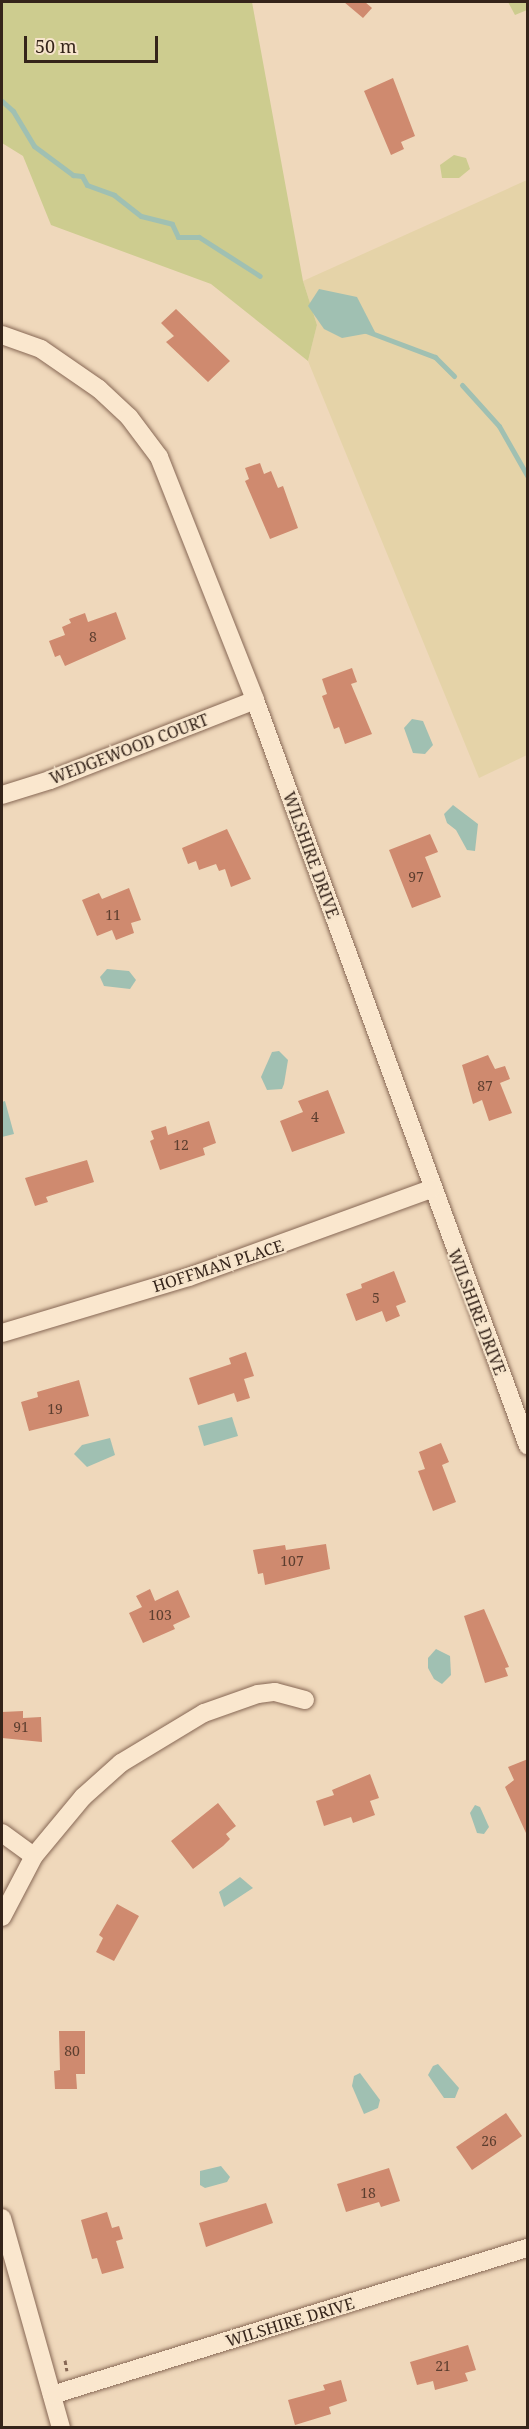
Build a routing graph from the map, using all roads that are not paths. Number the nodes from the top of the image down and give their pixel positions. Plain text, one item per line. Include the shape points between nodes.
1 (2, 335) edge
2 (255, 700) junction
3 (2, 795) edge
4 (430, 1189) junction
5 (2, 1333) edge
6 (528, 1446) edge
7 (305, 1700) dead end
8 (2, 1833) edge
9 (34, 1856) junction
10 (2, 1917) edge
11 (2, 2218) edge
12 (528, 2248) edge
13 (52, 2395) junction
14 (61, 2427) edge

1 - 2 street, WILSHIRE DRIVE via 41,349 99,389 129,417 159,457
2 - 3 street, WEDGEWOOD COURT
2 - 4 street, WILSHIRE DRIVE
4 - 5 street, HOFFMAN PLACE via 189,1277
4 - 6 street, WILSHIRE DRIVE
7 - 9 street via 275,1692 204,1713 121,1762 82,1797
8 - 9 street
9 - 10 street
11 - 13 street
12 - 13 street, WILSHIRE DRIVE
13 - 14 street

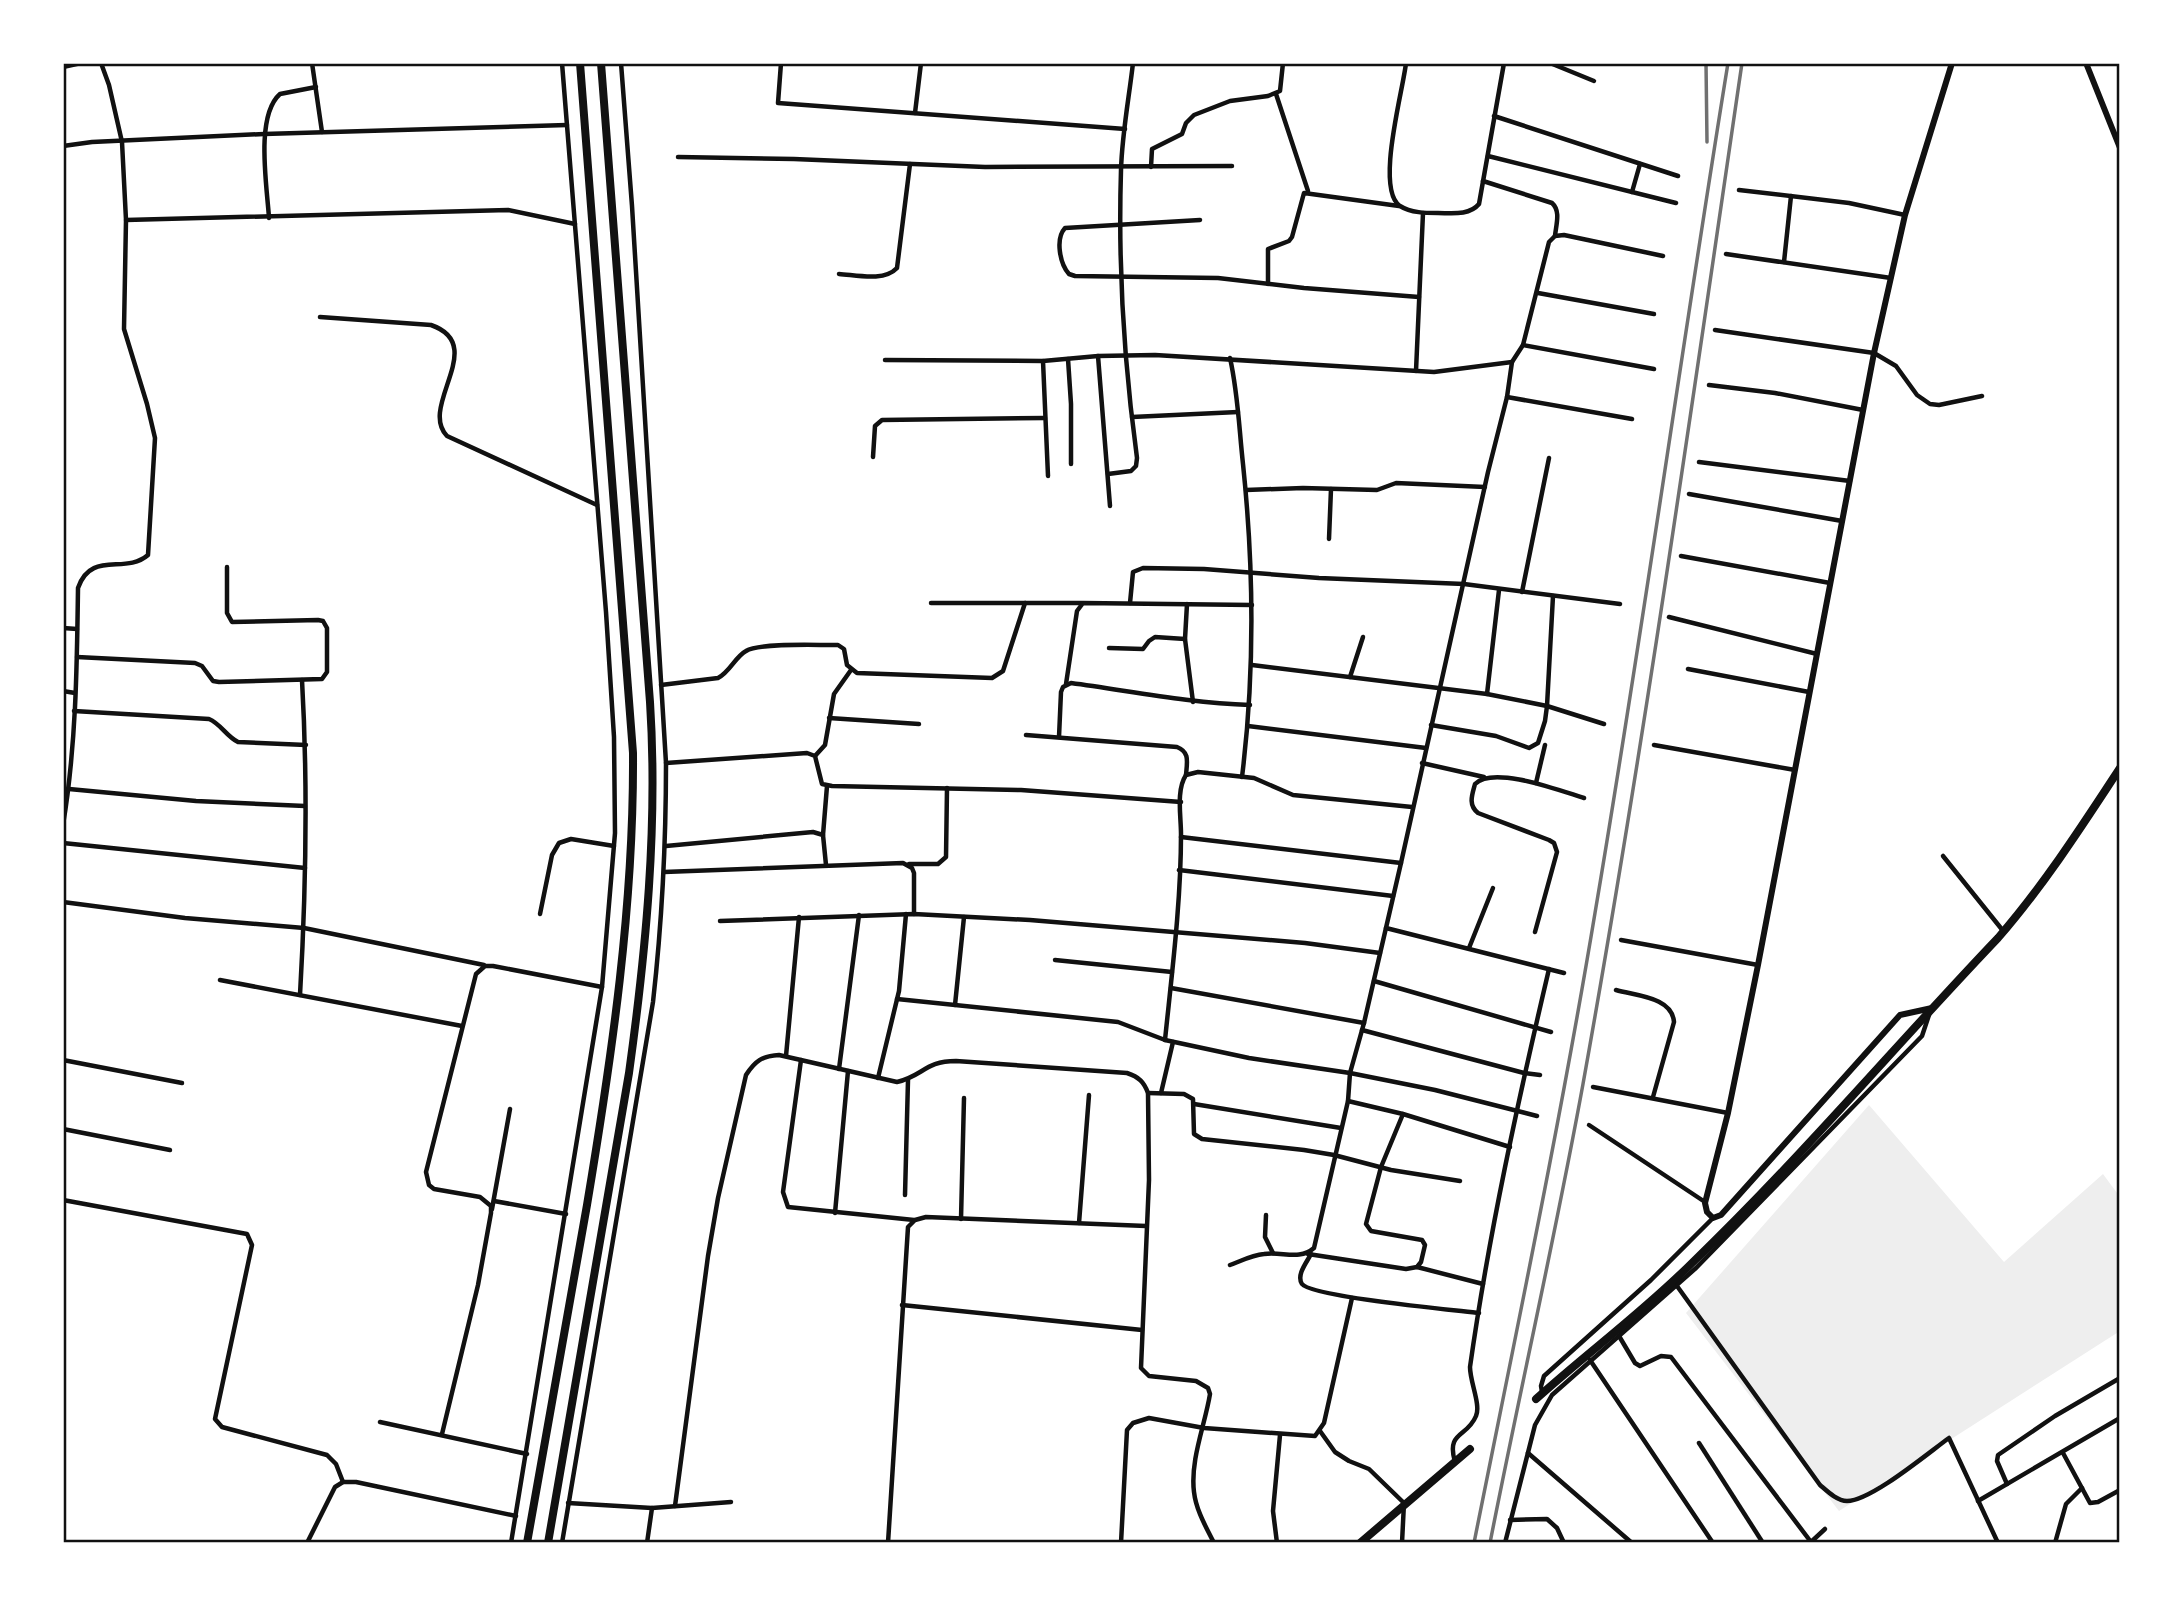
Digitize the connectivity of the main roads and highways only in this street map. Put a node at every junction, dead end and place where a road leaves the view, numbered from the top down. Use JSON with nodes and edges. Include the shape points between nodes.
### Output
{"nodes":[{"id":1,"x":580,"y":63,"type":"edge"},
{"id":2,"x":601,"y":63,"type":"edge"},
{"id":3,"x":2120,"y":768,"type":"edge"},
{"id":4,"x":1539,"y":1396,"type":"road end"},
{"id":5,"x":1470,"y":1449,"type":"dead end"},
{"id":6,"x":527,"y":1543,"type":"edge"},
{"id":7,"x":548,"y":1543,"type":"edge"},
{"id":8,"x":1360,"y":1543,"type":"edge"}],
"edges":[{"from":1,"to":6,"type":"main road","via":[[633,753],[633,809],[611,1055]]},
{"from":2,"to":7,"type":"main road","via":[[650,702],[653,828],[629,1073]]},
{"from":3,"to":4,"type":"main road","via":[[2004,932],[1692,1264]]},
{"from":5,"to":8,"type":"main road"}]}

┄┄┄┄┄┄

▶ [Work order]
Return every line from the one holding "Digitize the connectivity" through the end of the data, exactly as it appears, with both ends kept and nothing else.

▶ [Your solution]
Digitize the connectivity of the main roads and highways only in this street map. Put a node at every junction, dead end and place where a road leaves the view, numbered from the top down. Use JSON with nodes and edges. Include the shape points between nodes.
### Output
{"nodes":[{"id":1,"x":580,"y":63,"type":"edge"},
{"id":2,"x":601,"y":63,"type":"edge"},
{"id":3,"x":2120,"y":768,"type":"edge"},
{"id":4,"x":1539,"y":1396,"type":"road end"},
{"id":5,"x":1470,"y":1449,"type":"dead end"},
{"id":6,"x":527,"y":1543,"type":"edge"},
{"id":7,"x":548,"y":1543,"type":"edge"},
{"id":8,"x":1360,"y":1543,"type":"edge"}],
"edges":[{"from":1,"to":6,"type":"main road","via":[[633,753],[633,809],[611,1055]]},
{"from":2,"to":7,"type":"main road","via":[[650,702],[653,828],[629,1073]]},
{"from":3,"to":4,"type":"main road","via":[[2004,932],[1692,1264]]},
{"from":5,"to":8,"type":"main road"}]}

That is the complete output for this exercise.